Mais ZTD ce n’est pas qu’une réplique de ses inspirations volontaires (ou non) en jeu vidéo. Avec un supplément sauce nippone, le soft propose quelque chose de plus. À la fois mignon par son côté manga et très sanglant parfois, ce mélange surprenant procure un plaisir d’autant plus malsain, un peu dans la lignée des mangas Doubt et Judge. Le rouge sang est une dominante dans le dernier titre de la trilogie, avec des scènes parfois très gores.

Comment vouloir du mal à ces charmantes petites bouilles...

Comment vouloir du mal à ces charmantes petites bouilles…

Les mises en scène de la violence à la fois physique et psychologique n’est pas du goût de tout le monde et pourtant, nous sommes nombreux à apprécier ces oeuvres cruelles et parfois même traumatisantes. Mais quel plaisir de jeu peut-on avoir dans ce type d’objet de divertissement ? Avec ZTD nous retrouvons ce même plaisir de faire face à la souffrance des personnages, et plus encore, nous prenons parfois même des décisions cruciales pour eux tout en restant spectateurs du dénouement. Alors quoi, sommes-nous tous des sociopathes en herbe à éprouver du plaisir en regardant la douleur des autres, aussi fictionnelle soit-elle ? Plus qu’un rite de passage pour adolescent ou une revendication antimorale, la peur nous procure des frissons et des sensations très extrêmes. L’adrénaline ressentie provient du spectacle mais aussi de notre capacité à nous mettre à la place des acteurs ou personnages. Nous souffrons avec eux. À moins d’être carrément sado ou maso, le plaisir est aussi possible parce que nous n’y sommes pas et que nous sommes dans un cadre protecteur bien éloigné de la scène et l’environnement glauque du jeu. Également, nous éprouverons un certain soulagement lorsque la partie sera terminée. Et même si ZTD peut manquer parfois de percutant comme expliqué précédemment, l’effet défouloir causé par les ridicules litres et litres de sang expulsés à coups de tronçonneuse peut être un autre moyen d’apprécier le jeu. Qu’il s’agisse de la recherche d’émotions fortes, d’une échappatoire ou tout bonnement de l’envie de connaître le fin mot de l’histoire et le destin de ces personnages, ZTD se révèle efficace, répondant aux attentes des fans et, dans une moindre mesure, des nouveaux arrivants en quête d’un genre alors très peu en vogue sur la portable de Nintendo.
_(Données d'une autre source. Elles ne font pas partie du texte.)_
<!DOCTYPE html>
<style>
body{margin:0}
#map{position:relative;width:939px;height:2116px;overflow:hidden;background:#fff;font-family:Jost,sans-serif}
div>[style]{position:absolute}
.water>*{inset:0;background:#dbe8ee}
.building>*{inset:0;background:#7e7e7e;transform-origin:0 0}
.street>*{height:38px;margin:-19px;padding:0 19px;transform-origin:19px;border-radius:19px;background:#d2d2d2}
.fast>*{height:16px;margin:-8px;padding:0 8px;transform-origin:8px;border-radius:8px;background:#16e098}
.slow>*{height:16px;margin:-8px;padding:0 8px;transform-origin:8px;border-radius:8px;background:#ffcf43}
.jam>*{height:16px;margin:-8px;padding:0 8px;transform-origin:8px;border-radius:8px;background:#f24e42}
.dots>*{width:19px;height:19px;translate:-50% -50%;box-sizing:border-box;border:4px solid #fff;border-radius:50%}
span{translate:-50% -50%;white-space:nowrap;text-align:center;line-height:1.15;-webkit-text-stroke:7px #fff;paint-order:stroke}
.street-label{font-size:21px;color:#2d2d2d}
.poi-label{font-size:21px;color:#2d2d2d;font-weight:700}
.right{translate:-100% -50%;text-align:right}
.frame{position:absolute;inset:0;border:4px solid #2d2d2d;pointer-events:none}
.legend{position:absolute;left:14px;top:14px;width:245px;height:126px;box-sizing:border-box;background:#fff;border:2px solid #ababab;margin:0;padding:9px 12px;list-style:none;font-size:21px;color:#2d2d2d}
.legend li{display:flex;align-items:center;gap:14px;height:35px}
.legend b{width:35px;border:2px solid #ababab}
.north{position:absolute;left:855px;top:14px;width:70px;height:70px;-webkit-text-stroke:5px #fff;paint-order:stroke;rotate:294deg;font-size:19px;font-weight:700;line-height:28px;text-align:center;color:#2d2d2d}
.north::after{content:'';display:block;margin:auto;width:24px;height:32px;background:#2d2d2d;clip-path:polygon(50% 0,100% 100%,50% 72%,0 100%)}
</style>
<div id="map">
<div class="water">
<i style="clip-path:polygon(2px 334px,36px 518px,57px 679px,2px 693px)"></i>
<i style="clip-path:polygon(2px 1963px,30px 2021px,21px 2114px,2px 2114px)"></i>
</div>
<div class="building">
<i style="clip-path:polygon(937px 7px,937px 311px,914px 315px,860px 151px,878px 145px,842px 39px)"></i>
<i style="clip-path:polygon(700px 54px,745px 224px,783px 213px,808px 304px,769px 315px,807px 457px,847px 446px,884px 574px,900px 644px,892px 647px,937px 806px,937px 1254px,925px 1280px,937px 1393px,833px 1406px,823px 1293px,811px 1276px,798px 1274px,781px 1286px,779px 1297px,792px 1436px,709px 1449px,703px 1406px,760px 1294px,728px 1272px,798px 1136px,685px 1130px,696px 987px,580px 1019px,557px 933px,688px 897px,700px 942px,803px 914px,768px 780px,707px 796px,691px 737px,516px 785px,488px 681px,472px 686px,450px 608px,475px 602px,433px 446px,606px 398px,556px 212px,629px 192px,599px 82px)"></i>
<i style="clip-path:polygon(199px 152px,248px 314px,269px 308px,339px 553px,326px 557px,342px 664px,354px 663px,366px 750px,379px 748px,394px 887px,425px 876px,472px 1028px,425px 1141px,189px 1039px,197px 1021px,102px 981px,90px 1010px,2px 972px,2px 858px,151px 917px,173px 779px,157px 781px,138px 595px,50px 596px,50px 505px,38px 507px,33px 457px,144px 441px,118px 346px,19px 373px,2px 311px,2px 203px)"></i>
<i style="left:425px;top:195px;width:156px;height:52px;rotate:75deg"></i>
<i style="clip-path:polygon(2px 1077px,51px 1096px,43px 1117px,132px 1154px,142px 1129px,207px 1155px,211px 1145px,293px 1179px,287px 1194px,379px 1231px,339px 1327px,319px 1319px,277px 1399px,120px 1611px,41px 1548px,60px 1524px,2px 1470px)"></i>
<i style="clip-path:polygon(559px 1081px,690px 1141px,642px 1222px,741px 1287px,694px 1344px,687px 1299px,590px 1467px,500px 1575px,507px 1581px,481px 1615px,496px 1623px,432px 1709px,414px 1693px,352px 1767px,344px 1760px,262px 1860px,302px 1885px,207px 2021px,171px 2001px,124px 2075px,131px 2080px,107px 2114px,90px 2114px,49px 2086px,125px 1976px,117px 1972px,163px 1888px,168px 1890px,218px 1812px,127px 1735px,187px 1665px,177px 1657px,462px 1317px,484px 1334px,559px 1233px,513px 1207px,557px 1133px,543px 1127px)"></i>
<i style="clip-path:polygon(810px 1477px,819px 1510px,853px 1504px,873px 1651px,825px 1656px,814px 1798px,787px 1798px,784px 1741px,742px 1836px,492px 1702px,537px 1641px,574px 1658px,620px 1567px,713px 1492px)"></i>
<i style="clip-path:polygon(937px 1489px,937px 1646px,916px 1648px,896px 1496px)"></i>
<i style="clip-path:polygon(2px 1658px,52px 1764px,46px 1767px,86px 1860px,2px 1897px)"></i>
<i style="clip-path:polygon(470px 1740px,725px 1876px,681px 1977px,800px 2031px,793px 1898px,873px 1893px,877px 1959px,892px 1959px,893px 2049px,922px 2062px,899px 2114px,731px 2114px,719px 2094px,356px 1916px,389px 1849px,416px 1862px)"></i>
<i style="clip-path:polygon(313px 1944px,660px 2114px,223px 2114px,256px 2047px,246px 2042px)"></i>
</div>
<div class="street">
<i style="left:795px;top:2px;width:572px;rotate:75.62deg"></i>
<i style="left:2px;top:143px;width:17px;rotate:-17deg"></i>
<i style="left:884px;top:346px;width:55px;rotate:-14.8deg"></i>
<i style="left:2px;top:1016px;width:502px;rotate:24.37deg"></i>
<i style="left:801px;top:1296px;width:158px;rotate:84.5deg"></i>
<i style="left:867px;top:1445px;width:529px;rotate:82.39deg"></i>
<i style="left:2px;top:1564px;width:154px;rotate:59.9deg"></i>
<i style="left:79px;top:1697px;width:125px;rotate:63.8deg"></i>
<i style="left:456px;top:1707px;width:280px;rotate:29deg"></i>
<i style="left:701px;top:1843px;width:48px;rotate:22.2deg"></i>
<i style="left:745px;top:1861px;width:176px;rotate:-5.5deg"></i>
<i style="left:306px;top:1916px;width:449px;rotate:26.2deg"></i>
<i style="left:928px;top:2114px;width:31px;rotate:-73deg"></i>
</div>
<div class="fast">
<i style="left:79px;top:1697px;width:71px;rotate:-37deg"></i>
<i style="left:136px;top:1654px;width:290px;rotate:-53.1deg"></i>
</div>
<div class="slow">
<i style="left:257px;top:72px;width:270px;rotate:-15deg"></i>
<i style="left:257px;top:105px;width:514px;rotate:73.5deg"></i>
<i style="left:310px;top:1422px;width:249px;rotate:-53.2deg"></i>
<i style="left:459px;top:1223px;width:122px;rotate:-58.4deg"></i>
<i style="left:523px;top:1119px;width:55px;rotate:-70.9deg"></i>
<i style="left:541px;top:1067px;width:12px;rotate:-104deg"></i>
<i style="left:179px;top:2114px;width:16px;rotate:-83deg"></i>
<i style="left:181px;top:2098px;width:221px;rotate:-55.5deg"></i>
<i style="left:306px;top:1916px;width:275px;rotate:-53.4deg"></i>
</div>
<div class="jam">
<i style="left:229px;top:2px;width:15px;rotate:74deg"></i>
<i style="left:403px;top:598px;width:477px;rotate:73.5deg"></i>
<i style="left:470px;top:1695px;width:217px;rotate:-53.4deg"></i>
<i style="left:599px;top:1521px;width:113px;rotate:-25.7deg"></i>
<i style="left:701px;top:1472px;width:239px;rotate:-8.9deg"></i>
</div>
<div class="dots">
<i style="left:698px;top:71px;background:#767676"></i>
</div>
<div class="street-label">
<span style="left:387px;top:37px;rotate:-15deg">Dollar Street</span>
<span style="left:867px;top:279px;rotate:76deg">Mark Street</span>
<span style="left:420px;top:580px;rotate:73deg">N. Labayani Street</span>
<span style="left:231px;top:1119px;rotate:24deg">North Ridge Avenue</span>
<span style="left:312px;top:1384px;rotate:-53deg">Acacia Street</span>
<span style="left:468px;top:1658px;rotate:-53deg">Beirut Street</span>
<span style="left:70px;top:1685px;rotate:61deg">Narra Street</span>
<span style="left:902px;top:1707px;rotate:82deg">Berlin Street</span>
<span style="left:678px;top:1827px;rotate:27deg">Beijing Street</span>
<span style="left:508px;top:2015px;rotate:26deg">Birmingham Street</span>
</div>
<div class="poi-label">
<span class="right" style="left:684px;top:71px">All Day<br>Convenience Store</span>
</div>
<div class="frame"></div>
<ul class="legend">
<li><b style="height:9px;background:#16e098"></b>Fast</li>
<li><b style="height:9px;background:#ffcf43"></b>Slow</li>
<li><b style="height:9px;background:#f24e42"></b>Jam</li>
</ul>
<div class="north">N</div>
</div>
Critique et images d’illustration réalisées à partir d’une version dématérialisée fournie par l’éditeur.

L'avis général

  • Des énigmes bien pensées
  • Visuellement plutôt joli...
  • Des personnages et interactions plus approfondis
  • Un régal pour les fans à la recherche de réponses
  • Un parti pris scénaristique malin...
  • L'anglais pourrait en rebuter certains
  • ...mais des personnages rigides et des visages figés
  • Le manque de précision de l'écran tactile
  • Une bande son recyclée
  • ... mais qui rend l'expérience moins saisissante
Zero Time Dilemma (ZTD) est le troisième et dernier épisode de la trilogie des Zero Escape. Entre le visual novel et le jeu de réflexion, ZTD propose de suivre le périple de trois équipes de trois personnages dont les deux tiers sont déjà connus par les fans de la série. ZTD reprend tous les ingrédients qui ont fait le succès de ses prédécesseurs comme le suspens, l’élaboration de casse-têtes plutôt bien dosés et la violence psychologique. Mais le titre propose d’aller bien plus loin dans le gore avec ses multiples effusions de sang et renouvelle même la série avec des animations plus poussées bien que rigides et l’importance du « Time to decide ». Il se démarque également par la possibilité de naviguer librement dans les différentes scènes du jeu, un choix audacieux mais à double tranchant : d’un côté en parfaite adéquation avec le scénario mais de l’autre, ZTD est moins tortueux et immersif pour le joueur que les précédents volets. Faisant le lien chronologiquement entre 999 : Nine Hours, Nine Persons, Nine Doors et Virtue's Last Reward, ce nouvel opus est d'abord dédié à tous ceux déjà conquis par Zero Escape et qui espèrent obtenir quelques réponses sur son univers.